Tokka is just as impressive in some of the same regards, but also in different ways. He is most certainly a chonky boi, so his basic articulation scheme is pretty pretty impressive, but maybe not *quite* as effective as it is with Rahzar. I love the in-shell torso articulation and it is much more fluid than it is on the standard Turtle figures. He is very well balanced, though, and even though he is about twice as wide as a regular Turtle, he can pose in impressive stances without toppling over due to his impressive girth. I was really worried about this prior to opening the figure just because I have a lot offerings that do not balance well, but the engineering is lights out here, and you have nothing to worry about in terms of shelf-diving or vanilla restrictions. 

This killer snapping turtle is just as impressive as his pal in the sculpting department, and I think this is my favorite version of Tokka in any form ever – he looks incredible. No detail has been left out here from his spiky beak, to his insane shell, he looks tremendously vicious and ready to pick apart any toy or foot in his path. By foot, I mean an actual human foot (not the Foot Clan) because, I mean, look at that shell. The most likely conversation starter with Tokka will be the spikes on the back of his shell, and they are as impressive as they are threatening. Seriously, like every single one of them is uniquely sculpted (give or take), and make for an impressive array that looks great on the shelf, but that I would 100% not want to step on. Legos have nothing on this dude, that is for sure.

But that is just the start, because the rest of this dude is just as ferociously realized. All of the parts click to build one bad ass dude, and the paint applications is bonkers and even more impressive here than they are with Rahzar. The washes alone count in the double digits, I would say, but the spots and dirt and whatnot make Tokka hideously beautiful. No place is that more true than in the portrait, and that is due to the combination of of sculpting, paint, and articulation – yes, articulation. Sure, we are used to hinged jaws on figures at this point, but NECA boasts the articulated expressions on the back of the package and that is because of the wild EYEBROW articulation that Tokka features. Eyebrows, you guys. Just changing the position of one or both of them completely alters the look and expression of this figure, so if you like some of the goofy faces he made in the movie, you can get that done here. Plus, the “beak” piece is articulated as well to add a bit of subtle change to the mouth position for those different expressions. Impressive, NECA. Most impressive. 

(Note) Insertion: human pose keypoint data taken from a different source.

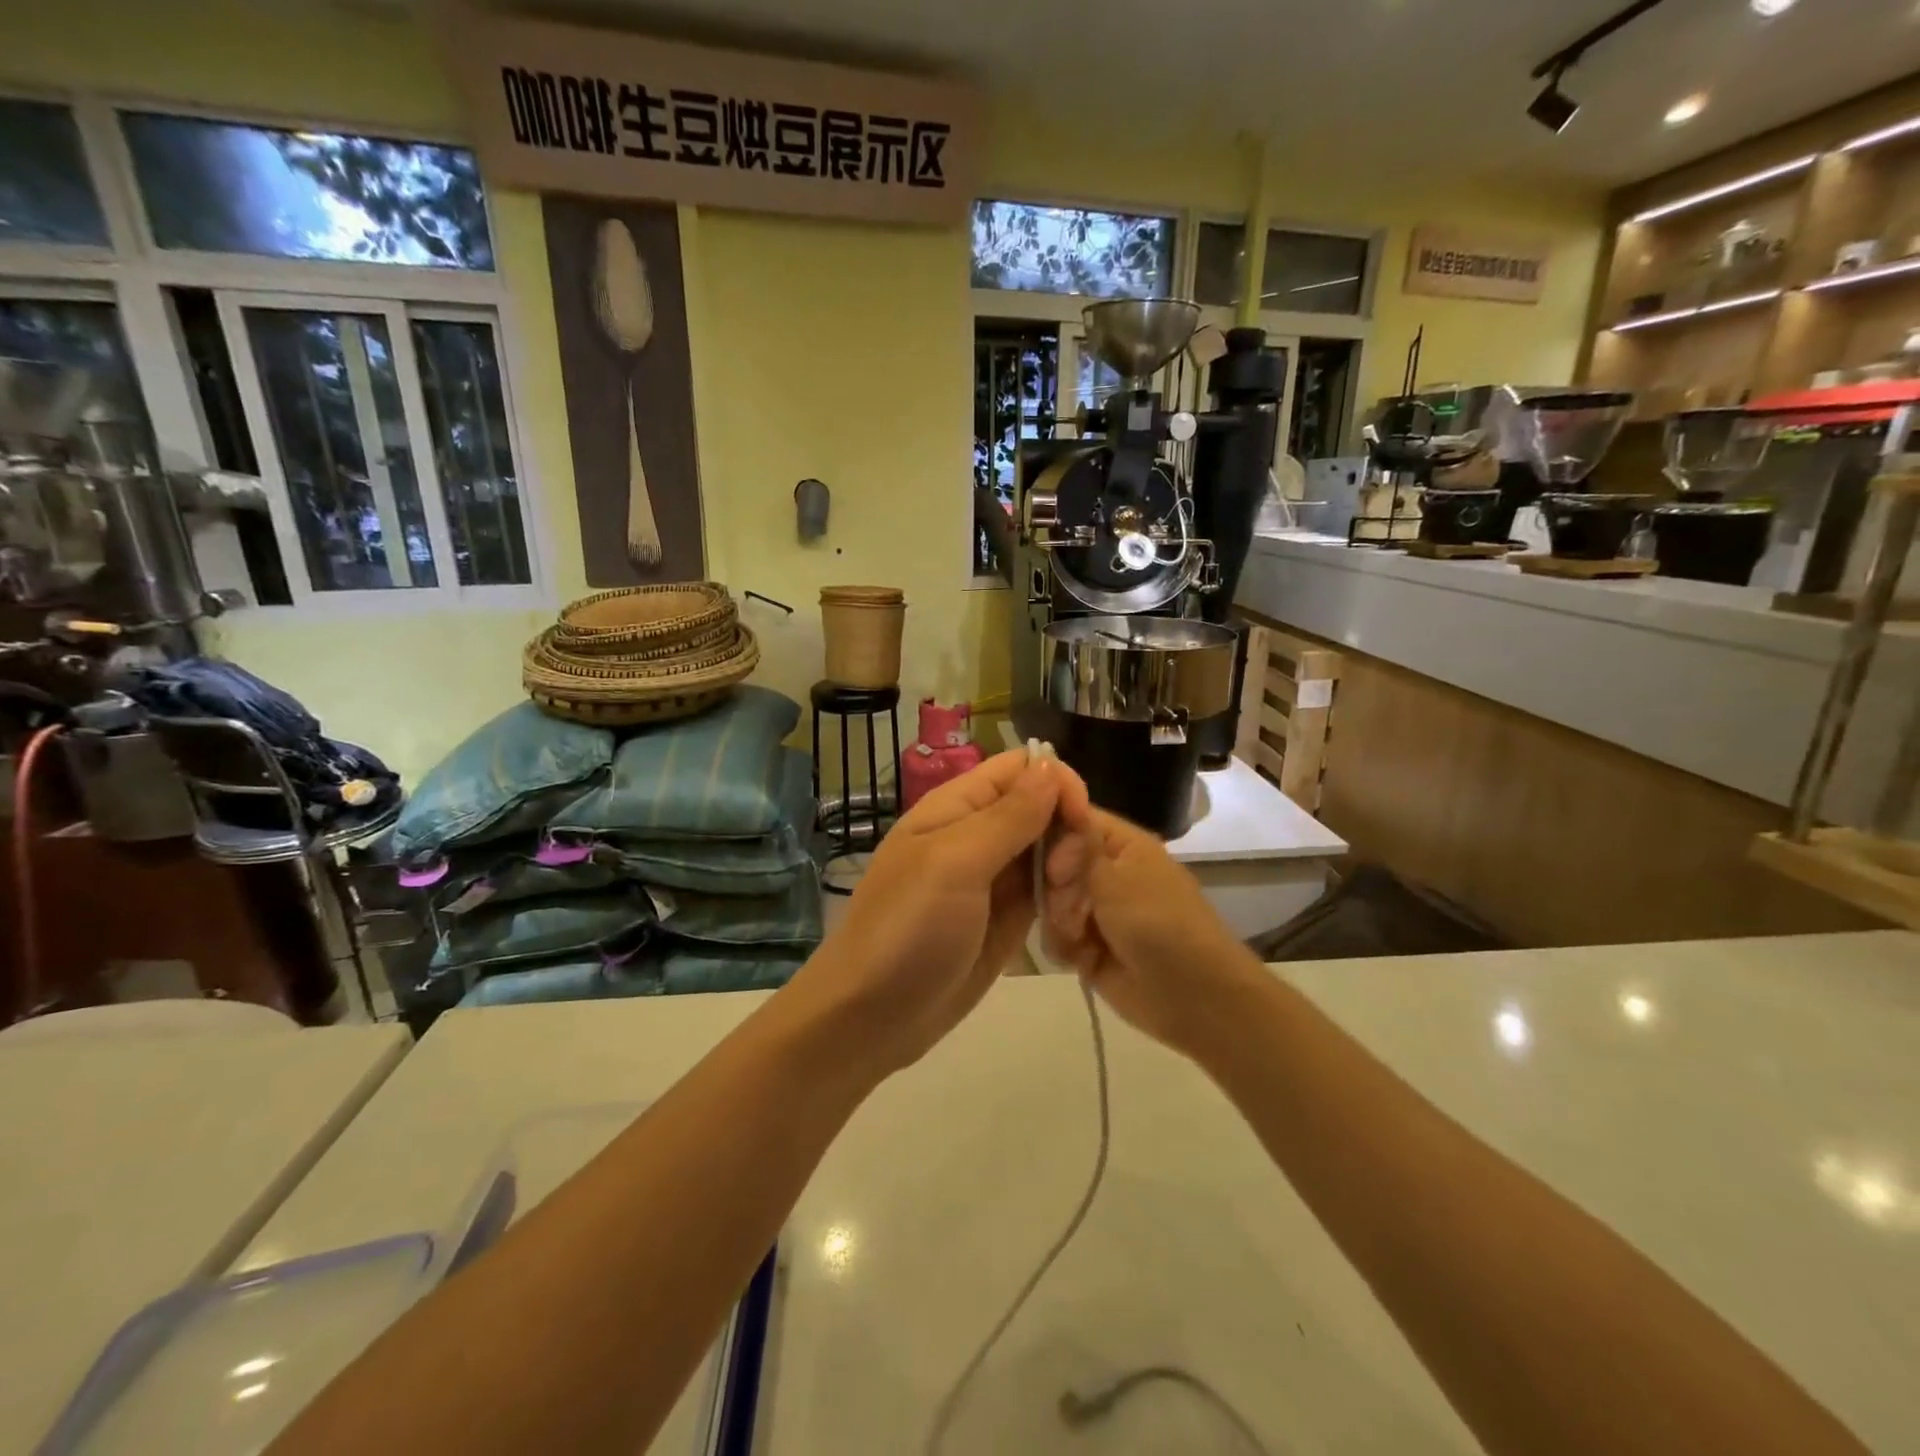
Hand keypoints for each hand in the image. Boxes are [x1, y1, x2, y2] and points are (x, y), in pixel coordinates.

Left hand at [791, 749, 1065, 1074]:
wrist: (870, 1018)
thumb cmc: (907, 930)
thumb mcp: (955, 864)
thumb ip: (1008, 816)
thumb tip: (1050, 767)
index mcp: (957, 806)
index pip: (1021, 767)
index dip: (1056, 782)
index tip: (1078, 820)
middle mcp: (978, 833)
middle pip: (1043, 807)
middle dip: (1068, 833)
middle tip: (1064, 879)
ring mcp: (994, 877)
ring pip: (1051, 849)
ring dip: (1070, 870)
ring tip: (1065, 909)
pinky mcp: (1006, 917)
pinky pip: (1047, 891)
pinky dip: (1064, 899)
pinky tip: (1068, 923)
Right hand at [1042, 803, 1256, 1055]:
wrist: (1192, 996)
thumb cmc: (1157, 923)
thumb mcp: (1115, 878)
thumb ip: (1076, 849)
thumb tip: (1056, 814)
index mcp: (1121, 845)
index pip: (1073, 819)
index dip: (1051, 831)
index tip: (1042, 854)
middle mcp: (1106, 871)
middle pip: (1055, 863)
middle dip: (1056, 888)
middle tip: (1072, 907)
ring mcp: (1096, 910)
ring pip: (1051, 902)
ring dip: (1059, 921)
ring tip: (1079, 938)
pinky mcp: (1088, 947)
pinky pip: (1056, 936)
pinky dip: (1063, 947)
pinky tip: (1080, 959)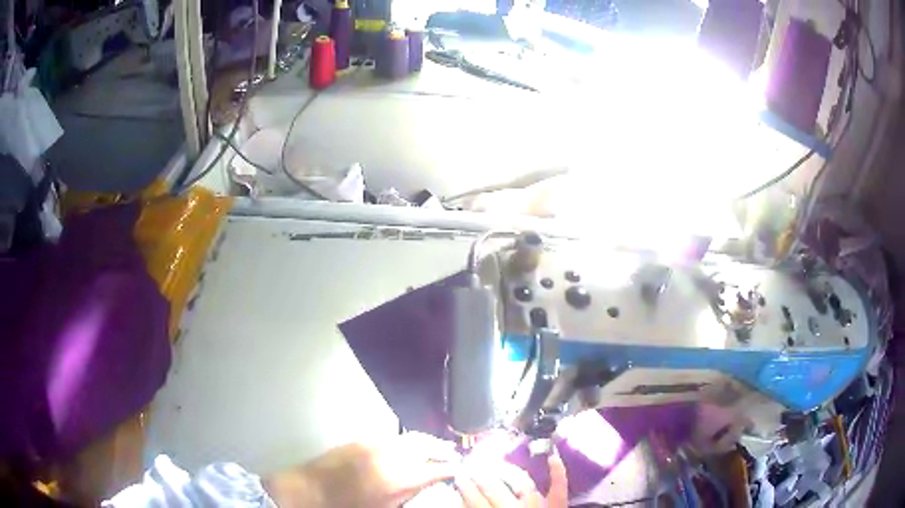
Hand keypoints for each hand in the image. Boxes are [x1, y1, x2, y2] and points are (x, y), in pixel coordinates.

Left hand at [263, 432, 459, 507]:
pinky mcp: (361, 439)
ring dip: (426, 443)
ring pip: (409, 438)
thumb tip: (429, 485)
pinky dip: (406, 442)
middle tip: (452, 455)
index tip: (460, 469)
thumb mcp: (385, 507)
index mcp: (398, 476)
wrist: (309, 490)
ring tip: (435, 450)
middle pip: (426, 444)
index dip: (451, 468)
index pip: (435, 468)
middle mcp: (389, 454)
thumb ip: (409, 494)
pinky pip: (393, 438)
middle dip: (442, 449)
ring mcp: (374, 443)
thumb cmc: (348, 506)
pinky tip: (409, 449)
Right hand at [455, 454, 567, 507]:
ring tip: (498, 464)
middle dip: (481, 478)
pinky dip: (558, 472)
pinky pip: (559, 487)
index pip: (476, 501)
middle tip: (472, 467)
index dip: (466, 488)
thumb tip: (463, 503)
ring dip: (509, 472)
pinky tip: (553, 457)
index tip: (458, 476)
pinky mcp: (557, 506)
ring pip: (522, 484)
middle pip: (495, 490)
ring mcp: (539, 506)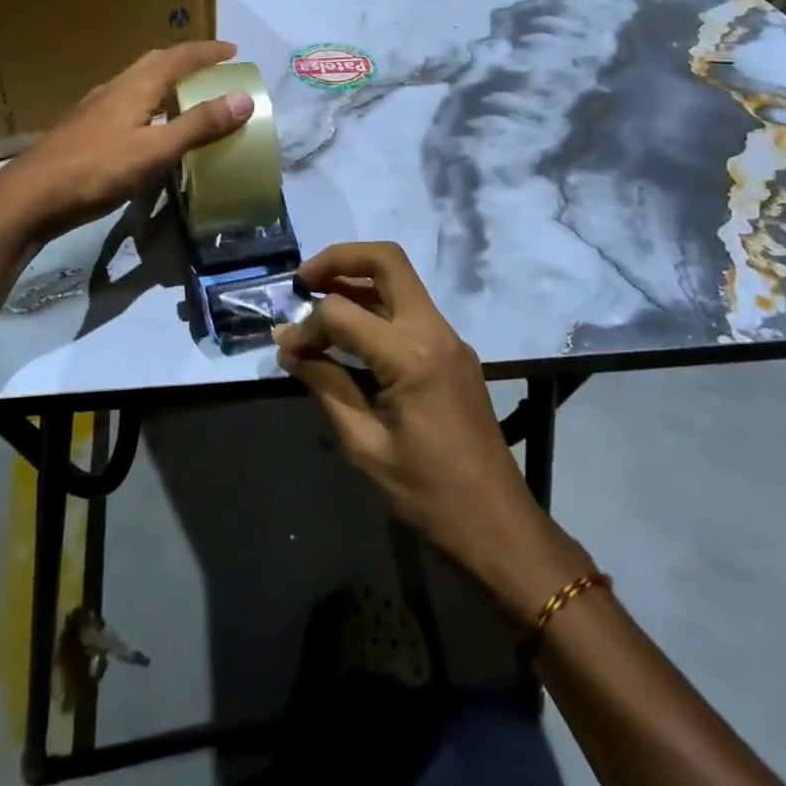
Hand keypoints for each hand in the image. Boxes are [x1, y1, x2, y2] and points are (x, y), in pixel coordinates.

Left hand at [0, 41, 253, 244]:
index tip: (233, 52)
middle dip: (186, 61)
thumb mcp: (156, 150)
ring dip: (166, 82)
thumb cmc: (97, 170)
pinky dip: (148, 104)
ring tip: (186, 98)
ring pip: (138, 82)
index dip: (208, 52)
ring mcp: (95, 107)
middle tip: (212, 70)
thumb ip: (199, 125)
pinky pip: (126, 103)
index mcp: (136, 86)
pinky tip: (148, 128)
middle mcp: (115, 87)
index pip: (179, 56)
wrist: (31, 195)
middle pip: (155, 62)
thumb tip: (243, 98)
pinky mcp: (84, 128)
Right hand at [274, 241, 594, 624]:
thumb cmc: (428, 494)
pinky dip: (375, 305)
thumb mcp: (365, 445)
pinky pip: (409, 309)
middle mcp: (434, 331)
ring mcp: (449, 338)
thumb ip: (326, 386)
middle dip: (339, 259)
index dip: (306, 326)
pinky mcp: (453, 351)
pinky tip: (348, 332)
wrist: (498, 526)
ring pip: (399, 280)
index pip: (343, 313)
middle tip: (303, 281)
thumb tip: (289, 348)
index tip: (287, 348)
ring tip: (316, 299)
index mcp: (412, 356)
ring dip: (356, 279)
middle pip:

The impressive figures are still supplemented with some essential accessories as well to finish off this great release. I already mentioned the extra hands, but you also get Rahzar’s hubcap shield, wooden post, Tokka’s pipe, the fire extinguisher, TGRI Ooze canister (reused from Super Shredder), doughnut box, doughnuts, and the opened doughnut with the little mutation reversing pill in the middle. Seriously, the only thing these guys did not come with is Vanilla Ice, so you should be all set for any fights and misadventures they share in battling the Ninja Turtles. With as much as you get with the two figures, I would have been understanding if they did not have any additional pieces, but NECA has come through, and for all the better.

Wow. I am really impressed with these guys, and I am serious about the fact that this might be the best action figure release of 2020. I really cannot come up with any real nitpicks about either figure, and NECA went and made me really love something about The Secret of the Ooze. Like I said, I have alway appreciated Tokka and Rahzar’s designs, and I have liked the characters in other forms and media, but these figures are best take on them ever. EVER. I hope you got your pre-order in last summer, and if so, just be patient for them to arrive, these dudes are worth the wait. Even if, “‘dey’re BABIES!”